* [Your assignment] In the data below, find each line that contains the word "Assisi" and copy it.

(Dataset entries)
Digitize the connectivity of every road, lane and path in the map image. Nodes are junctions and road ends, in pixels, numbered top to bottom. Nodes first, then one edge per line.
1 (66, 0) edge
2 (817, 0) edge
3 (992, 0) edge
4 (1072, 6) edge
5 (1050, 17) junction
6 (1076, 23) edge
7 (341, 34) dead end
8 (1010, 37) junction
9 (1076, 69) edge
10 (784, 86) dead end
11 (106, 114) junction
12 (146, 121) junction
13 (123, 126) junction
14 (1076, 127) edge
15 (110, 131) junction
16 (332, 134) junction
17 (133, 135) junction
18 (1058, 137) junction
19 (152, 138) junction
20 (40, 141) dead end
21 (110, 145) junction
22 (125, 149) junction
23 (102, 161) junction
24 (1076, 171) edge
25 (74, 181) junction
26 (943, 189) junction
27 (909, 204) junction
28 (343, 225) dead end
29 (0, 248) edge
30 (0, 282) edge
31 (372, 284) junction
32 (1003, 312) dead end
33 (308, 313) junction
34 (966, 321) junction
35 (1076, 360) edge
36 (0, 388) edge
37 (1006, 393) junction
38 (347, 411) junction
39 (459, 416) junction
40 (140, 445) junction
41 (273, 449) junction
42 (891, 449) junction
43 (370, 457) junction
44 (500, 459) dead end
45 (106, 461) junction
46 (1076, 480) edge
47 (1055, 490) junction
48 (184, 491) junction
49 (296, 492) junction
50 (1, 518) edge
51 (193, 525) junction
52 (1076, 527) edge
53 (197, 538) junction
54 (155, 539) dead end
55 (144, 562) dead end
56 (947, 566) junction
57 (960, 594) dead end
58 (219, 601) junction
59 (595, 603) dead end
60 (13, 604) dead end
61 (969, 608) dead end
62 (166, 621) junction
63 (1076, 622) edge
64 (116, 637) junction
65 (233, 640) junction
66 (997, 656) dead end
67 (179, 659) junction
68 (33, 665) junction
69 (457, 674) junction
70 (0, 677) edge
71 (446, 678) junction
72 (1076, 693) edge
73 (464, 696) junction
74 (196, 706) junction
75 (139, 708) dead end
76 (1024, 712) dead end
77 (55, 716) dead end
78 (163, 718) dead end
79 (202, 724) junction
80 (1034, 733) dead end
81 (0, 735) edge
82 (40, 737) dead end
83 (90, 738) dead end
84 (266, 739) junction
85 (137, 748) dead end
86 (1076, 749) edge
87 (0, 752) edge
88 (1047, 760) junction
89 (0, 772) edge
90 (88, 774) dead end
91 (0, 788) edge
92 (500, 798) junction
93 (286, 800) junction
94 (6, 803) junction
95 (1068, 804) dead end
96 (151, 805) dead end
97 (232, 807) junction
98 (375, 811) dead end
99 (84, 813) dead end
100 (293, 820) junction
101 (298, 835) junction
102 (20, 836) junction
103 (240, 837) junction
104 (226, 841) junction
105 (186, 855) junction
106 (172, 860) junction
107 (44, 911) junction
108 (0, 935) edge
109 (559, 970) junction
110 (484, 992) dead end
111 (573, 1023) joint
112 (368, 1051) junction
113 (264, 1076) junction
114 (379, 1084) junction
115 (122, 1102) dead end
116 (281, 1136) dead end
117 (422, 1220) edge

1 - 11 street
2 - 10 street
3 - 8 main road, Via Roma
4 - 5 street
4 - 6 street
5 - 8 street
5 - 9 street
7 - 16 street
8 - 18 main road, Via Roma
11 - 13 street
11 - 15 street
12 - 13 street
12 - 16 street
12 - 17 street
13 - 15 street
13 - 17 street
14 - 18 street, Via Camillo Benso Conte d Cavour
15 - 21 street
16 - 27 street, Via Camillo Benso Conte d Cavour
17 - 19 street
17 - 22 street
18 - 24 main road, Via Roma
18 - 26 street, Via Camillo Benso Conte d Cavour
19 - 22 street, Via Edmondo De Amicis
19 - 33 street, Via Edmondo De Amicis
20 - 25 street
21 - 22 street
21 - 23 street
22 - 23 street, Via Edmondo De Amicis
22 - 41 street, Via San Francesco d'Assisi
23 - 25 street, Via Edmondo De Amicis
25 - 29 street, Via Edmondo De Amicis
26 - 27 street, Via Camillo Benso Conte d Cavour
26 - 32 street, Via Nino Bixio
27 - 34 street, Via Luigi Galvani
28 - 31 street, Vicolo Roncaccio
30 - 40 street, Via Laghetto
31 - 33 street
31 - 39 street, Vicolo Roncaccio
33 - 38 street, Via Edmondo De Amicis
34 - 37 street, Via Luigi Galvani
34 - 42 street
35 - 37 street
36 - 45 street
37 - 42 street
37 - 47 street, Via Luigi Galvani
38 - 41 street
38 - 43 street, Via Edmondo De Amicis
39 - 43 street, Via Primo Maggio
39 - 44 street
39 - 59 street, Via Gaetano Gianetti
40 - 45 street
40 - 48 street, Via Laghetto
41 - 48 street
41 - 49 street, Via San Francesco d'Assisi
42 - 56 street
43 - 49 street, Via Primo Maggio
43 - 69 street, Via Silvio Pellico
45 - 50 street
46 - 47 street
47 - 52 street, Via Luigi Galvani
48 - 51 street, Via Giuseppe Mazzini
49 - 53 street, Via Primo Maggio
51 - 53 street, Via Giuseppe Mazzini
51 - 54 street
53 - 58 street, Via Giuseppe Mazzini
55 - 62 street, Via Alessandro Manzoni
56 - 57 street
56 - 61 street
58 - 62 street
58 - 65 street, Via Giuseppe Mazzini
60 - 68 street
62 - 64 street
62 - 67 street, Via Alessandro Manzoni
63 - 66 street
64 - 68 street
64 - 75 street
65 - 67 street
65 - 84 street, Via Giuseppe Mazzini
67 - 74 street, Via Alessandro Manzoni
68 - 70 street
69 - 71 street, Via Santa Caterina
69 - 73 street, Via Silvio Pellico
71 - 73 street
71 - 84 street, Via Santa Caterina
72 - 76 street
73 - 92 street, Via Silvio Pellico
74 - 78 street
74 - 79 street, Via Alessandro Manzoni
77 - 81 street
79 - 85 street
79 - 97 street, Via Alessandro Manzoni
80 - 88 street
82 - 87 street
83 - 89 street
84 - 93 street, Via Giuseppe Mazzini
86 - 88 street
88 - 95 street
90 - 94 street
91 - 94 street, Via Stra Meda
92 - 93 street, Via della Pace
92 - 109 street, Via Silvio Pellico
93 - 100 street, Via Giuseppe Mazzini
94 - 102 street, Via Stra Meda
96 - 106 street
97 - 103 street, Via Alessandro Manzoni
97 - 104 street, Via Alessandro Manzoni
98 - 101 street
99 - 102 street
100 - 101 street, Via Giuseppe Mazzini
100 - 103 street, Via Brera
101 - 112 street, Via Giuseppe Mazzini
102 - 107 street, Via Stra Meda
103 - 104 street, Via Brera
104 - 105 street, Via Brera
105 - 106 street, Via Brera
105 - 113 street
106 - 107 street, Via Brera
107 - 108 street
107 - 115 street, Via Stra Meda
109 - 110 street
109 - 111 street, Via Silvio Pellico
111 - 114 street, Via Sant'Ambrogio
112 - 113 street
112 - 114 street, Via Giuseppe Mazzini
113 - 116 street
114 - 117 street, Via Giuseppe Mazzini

* [Answer section]
22 - 41 street, Via San Francesco d'Assisi
41 - 49 street, Via San Francesco d'Assisi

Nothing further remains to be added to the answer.